Task description – Copy the data that follows exactly as it is, excluding all pictures.

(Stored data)
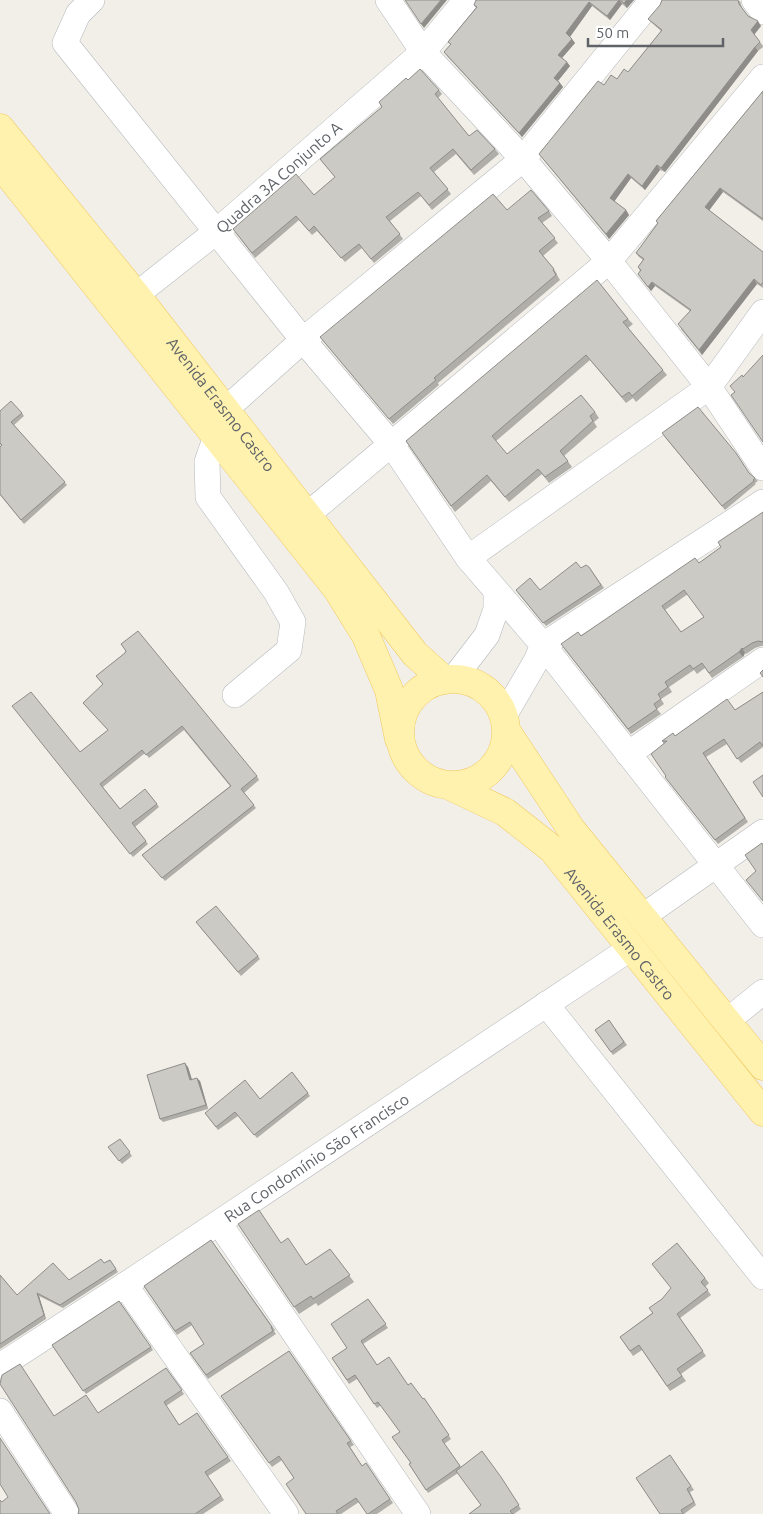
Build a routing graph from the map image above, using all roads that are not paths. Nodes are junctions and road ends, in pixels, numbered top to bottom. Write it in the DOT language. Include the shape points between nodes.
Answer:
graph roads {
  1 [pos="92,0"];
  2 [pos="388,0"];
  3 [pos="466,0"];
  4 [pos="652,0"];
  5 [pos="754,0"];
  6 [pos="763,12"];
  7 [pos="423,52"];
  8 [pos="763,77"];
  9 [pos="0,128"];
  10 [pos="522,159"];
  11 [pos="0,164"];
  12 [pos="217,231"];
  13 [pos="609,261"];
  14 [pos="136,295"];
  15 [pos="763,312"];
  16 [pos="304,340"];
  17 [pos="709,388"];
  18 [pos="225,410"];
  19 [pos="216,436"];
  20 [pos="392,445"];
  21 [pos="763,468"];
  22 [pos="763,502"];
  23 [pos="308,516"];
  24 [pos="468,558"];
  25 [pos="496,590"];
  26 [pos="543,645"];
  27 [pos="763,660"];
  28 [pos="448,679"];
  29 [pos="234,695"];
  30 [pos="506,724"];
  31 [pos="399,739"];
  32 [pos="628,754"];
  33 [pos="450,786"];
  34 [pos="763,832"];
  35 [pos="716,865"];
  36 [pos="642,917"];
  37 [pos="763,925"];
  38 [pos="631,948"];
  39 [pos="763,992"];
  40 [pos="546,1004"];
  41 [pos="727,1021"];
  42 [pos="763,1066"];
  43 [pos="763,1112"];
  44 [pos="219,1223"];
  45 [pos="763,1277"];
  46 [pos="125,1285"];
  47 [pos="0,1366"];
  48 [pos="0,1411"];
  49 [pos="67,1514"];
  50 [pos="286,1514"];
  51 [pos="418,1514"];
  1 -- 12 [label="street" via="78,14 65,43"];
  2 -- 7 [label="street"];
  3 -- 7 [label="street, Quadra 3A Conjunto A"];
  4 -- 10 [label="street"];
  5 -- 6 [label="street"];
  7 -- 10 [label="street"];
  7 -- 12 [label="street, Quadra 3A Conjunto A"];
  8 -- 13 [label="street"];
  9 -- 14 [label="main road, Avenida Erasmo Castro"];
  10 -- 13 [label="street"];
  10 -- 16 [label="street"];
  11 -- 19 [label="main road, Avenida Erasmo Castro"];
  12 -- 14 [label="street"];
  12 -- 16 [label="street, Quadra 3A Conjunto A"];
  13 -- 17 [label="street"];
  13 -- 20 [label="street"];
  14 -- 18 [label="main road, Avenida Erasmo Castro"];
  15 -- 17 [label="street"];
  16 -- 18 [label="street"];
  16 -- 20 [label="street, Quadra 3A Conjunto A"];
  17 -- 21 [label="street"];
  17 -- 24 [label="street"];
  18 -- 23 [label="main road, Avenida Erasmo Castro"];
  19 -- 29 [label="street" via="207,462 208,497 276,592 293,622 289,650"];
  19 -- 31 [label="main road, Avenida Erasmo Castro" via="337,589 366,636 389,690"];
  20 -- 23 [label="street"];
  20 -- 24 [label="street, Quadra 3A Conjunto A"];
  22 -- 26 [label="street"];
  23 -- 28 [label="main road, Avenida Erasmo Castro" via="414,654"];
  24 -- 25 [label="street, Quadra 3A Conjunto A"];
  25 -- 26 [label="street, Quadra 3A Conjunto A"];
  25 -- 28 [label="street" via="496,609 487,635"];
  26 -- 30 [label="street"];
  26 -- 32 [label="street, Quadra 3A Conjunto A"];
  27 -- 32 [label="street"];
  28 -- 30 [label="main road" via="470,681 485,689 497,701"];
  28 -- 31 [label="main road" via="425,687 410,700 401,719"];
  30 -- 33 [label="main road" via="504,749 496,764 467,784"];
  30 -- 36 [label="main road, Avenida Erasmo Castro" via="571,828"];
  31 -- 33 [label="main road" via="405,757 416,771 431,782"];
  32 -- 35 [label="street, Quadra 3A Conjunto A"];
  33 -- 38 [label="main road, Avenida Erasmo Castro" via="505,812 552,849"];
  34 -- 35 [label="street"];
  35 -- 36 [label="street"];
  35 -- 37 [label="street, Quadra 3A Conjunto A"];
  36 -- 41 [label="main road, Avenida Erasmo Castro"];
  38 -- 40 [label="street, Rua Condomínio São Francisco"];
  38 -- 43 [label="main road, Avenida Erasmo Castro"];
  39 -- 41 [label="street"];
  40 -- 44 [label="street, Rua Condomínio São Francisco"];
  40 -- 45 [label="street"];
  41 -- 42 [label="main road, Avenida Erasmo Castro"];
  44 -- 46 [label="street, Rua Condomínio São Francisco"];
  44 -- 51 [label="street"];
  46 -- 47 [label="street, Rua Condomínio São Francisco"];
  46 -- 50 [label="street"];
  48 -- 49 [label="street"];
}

Response to the task –
Build a routing graph from the map image above, using all roads that are not paths. Nodes are junctions and road ends, in pixels, numbered top to bottom. Write it in the DOT language. Include the shape points between nodes.
Answer:
graph roads {
  1 [pos="92,0"];
  2 [pos="388,0"];
  3 [pos="466,0"];
  4 [pos="652,0"];
  5 [pos="754,0"];
  6 [pos="763,12"];
  7 [pos="423,52"];
  8 [pos="763,77"];
  9 [pos="0,128"];
  10 [pos="522,159"];
  11 [pos="0,164"];
  12 [pos="217,231"];
  13 [pos="609,261"];
  14 [pos="136,295"];
  15 [pos="763,312"];
  16 [pos="304,340"];
  17 [pos="709,388"];
  18 [pos="225,410"];
  19 [pos="216,436"];
  20 [pos="392,445"];
  21 [pos="763,468"];
  22 [pos="763,502"];
  23 [pos="308,516"];
  24 [pos="468,558"];
  25 [pos="496,590"];
  26 [pos="543,645"];
  27 [pos="763,660"];
  28 [pos="448,679"];
  29 [pos="234,695"];
  30 [pos="506,724"];
  31 [pos="399,739"];
  32 [pos="628,754"];
  33 [pos="450,786"];
  34 [pos="763,832"];
  35 [pos="716,865"];
  36 [pos="642,917"];
  37 [pos="763,925"];
  38 [pos="631,948"];
  39 [pos="763,992"];
  40 [pos="546,1004"];
  41 [pos="727,1021"];
  42 [pos="763,1066"];
  43 [pos="763,1112"];
  44 [pos="219,1223"];
  45 [pos="763,1277"];
  46 [pos="125,1285"];
  47 [pos="0,1366"];
  48 [pos="0,1411"];
  49 [pos="67,1514"];
  50 [pos="286,1514"];
  51 [pos="418,1514"];
  1 -- 12 [label="street" via="78,14 65,43"];
  2 -- 7 [label="street"];
  3 -- 7 [label="street, Quadra 3A Conjunto A"];
  4 -- 10 [label="street"];
  5 -- 6 [label="street"];
  7 -- 10 [label="street"];
  7 -- 12 [label="street, Quadra 3A Conjunto A"];
  8 -- 13 [label="street"];
  9 -- 14 [label="main road, Avenida Erasmo Castro"];
  10 -- 13 [label="street"];
  10 -- 16 [label="street"];
  11 -- 19 [label="main road, Avenida Erasmo Castro"];
  12 -- 14 [label="street"];
  12 -- 16 [label="street, Quadra 3A Conjunto A"];
  13 -- 17 [label="street"];
  13 -- 20 [label="street"];
  14 -- 18 [label="main road, Avenida Erasmo Castro"];
  15 -- 17 [label="street"];
  16 -- 18 [label="street"];
  16 -- 20 [label="street, Quadra 3A Conjunto A"];
  17 -- 21 [label="street"];
  17 -- 24 [label="street"];
  18 -- 23 [label="main road, Avenida Erasmo Castro"];
  19 -- 29 [label="street" via="207,462 208,497 276,592 293,622 289,650"];
  19 -- 31 [label="main road, Avenida Erasmo Castro" via="337,589 366,636 389,690"];
  20 -- 23 [label="street"];
  20 -- 24 [label="street, Quadra 3A Conjunto A"];
  22 -- 26 [label="street"];
  23 -- 28 [label="main road, Avenida Erasmo Castro" via="414,654"];
  24 -- 25 [label="street, Quadra 3A Conjunto A"];
  25 -- 26 [label="street, Quadra 3A Conjunto A"];
  25 -- 28 [label="street" via="496,609 487,635"];
  26 -- 30 [label="street"];
  26 -- 32 [label="street, Quadra 3A Conjunto A"];
  27 -- 32 [label="street"];
  28 -- 30 [label="main road" via="470,681 485,689 497,701"];
  28 -- 31 [label="main road" via="425,687 410,700 401,719"];
  30 -- 33 [label="main road" via="504,749 496,764 467,784"];
  30 -- 36 [label="main road, Avenida Erasmo Castro" via="571,828"];
  31 -- 33 [label="main road" via="405,757 416,771 431,782"];
  32 -- 35 [label="street, Quadra 3A Conjunto A"];
  33 -- 38 [label="main road, Avenida Erasmo Castro" via="505,812 552,849"];
  34 -- 35 [label="street"];
  35 -- 36 [label="street"];
  35 -- 37 [label="street, Quadra 3A Conjunto A"];
  36 -- 41 [label="main road, Avenida Erasmo Castro"];
  38 -- 40 [label="street, Rua Condomínio São Francisco"];
  38 -- 43 [label="main road, Avenida Erasmo Castro"];
  39 -- 41 [label="street"];
  40 -- 44 [label="street, Rua Condomínio São Francisco"];
  40 -- 45 [label="street"];
  41 -- 42 [label="main road, Avenida Erasmo Castro"];
  44 -- 46 [label="street, Rua Condomínio São Francisco"];
  44 -- 51 [label="street"];
  46 -- 47 [label="street, Rua Condomínio São Francisco"];
  46 -- 50 [label="street"];
  48 -- 49 [label="street"];
}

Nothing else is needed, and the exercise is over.